Transformative Tools: wpm and wam
Our patent introduces two powerful tools integral to our innovative approach:
wpm (webMethods Package Manager): While the concept of a package manager is not new, what sets ours apart is its ability to serve Software AG licensed modules, open source code, or custom code without requiring a registry. This tool is seamlessly integrated into our development process and removes the complexity of deploying packages directly from your code repository.
wam (webMethods Application Manager): Acting as the secret sauce, wam generates runtimes from the scaffold. Think of it as the engine that brings the scaffold to life. Whether used through the web UI for one-click deployment or as a CLI tool for CI/CD automation, wam takes the scaffolds and mapping files, generating manifest files and Dockerfiles to create the necessary image runtimes. Container based deployed allows you to then easily swap out or revert different parts of your integration logic with zero downtime or manual steps.

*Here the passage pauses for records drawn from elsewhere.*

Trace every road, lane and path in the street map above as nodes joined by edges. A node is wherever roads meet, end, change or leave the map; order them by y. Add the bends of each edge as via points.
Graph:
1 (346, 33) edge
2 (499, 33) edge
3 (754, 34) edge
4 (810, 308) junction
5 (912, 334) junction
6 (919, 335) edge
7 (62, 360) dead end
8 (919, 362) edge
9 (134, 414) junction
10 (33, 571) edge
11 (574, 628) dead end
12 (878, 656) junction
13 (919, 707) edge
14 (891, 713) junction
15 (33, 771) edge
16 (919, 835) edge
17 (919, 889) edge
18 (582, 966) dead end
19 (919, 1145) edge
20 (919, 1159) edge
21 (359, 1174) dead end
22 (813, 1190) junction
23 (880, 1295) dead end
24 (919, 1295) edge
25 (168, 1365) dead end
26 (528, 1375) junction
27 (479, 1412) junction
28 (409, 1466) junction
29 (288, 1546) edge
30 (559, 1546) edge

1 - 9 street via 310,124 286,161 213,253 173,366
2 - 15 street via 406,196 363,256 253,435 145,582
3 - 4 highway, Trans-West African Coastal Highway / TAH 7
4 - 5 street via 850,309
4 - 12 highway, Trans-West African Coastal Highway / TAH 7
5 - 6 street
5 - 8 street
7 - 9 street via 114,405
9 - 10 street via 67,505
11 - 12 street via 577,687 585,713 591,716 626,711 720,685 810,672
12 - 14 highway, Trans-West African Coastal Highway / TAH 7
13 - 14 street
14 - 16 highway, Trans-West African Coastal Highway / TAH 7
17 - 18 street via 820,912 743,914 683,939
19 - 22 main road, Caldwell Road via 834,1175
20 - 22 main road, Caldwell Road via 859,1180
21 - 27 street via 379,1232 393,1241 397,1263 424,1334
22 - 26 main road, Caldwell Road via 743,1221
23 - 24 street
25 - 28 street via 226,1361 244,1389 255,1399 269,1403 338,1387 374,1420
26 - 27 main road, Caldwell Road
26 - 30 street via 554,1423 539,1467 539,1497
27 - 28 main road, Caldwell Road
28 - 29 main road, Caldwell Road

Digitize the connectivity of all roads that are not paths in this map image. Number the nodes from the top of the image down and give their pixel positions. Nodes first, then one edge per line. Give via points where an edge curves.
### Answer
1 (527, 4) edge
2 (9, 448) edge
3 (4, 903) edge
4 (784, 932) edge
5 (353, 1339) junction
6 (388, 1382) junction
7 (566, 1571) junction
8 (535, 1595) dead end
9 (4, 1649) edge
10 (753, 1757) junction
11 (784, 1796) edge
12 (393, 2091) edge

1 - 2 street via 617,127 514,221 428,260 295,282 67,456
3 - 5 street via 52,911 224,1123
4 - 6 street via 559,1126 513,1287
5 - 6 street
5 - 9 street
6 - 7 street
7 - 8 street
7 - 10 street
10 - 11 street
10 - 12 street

The Integration Process Unveiled
As illustrated in Figure (4) of our patent, scaffolds reside in the customer’s git repository. The wam CLI tool, well-documented for ease of use, generates manifest files, which then lead to the creation of Dockerfiles using our new wpm CLI tool. This streamlined process pulls packages and configurations, creating an image that encapsulates all the code required for rendering services.
The Power of Our Patent
The strength of our patent lies in the synergy of codification (scaffold), transformation (wam), and build automation (wpm). Together, these elements form a robust solution for the complex and heterogeneous integrations being built in hybrid and multi-cloud environments today.
Bringing It All Together
The resulting containers or runtimes can be effortlessly and quickly deployed in different data centers, private clouds, or our hosted iPaaS—wherever they are needed. The final piece of the puzzle involves leveraging webMethods workflows to orchestrate integrations across these diverse runtimes, ensuring services run seamlessly where they are needed.
In conclusion, our innovative approach not only addresses the shortcomings of traditional integration development but also sets a new standard for simplicity, flexibility, and efficiency in the ever-evolving landscape of enterprise integration.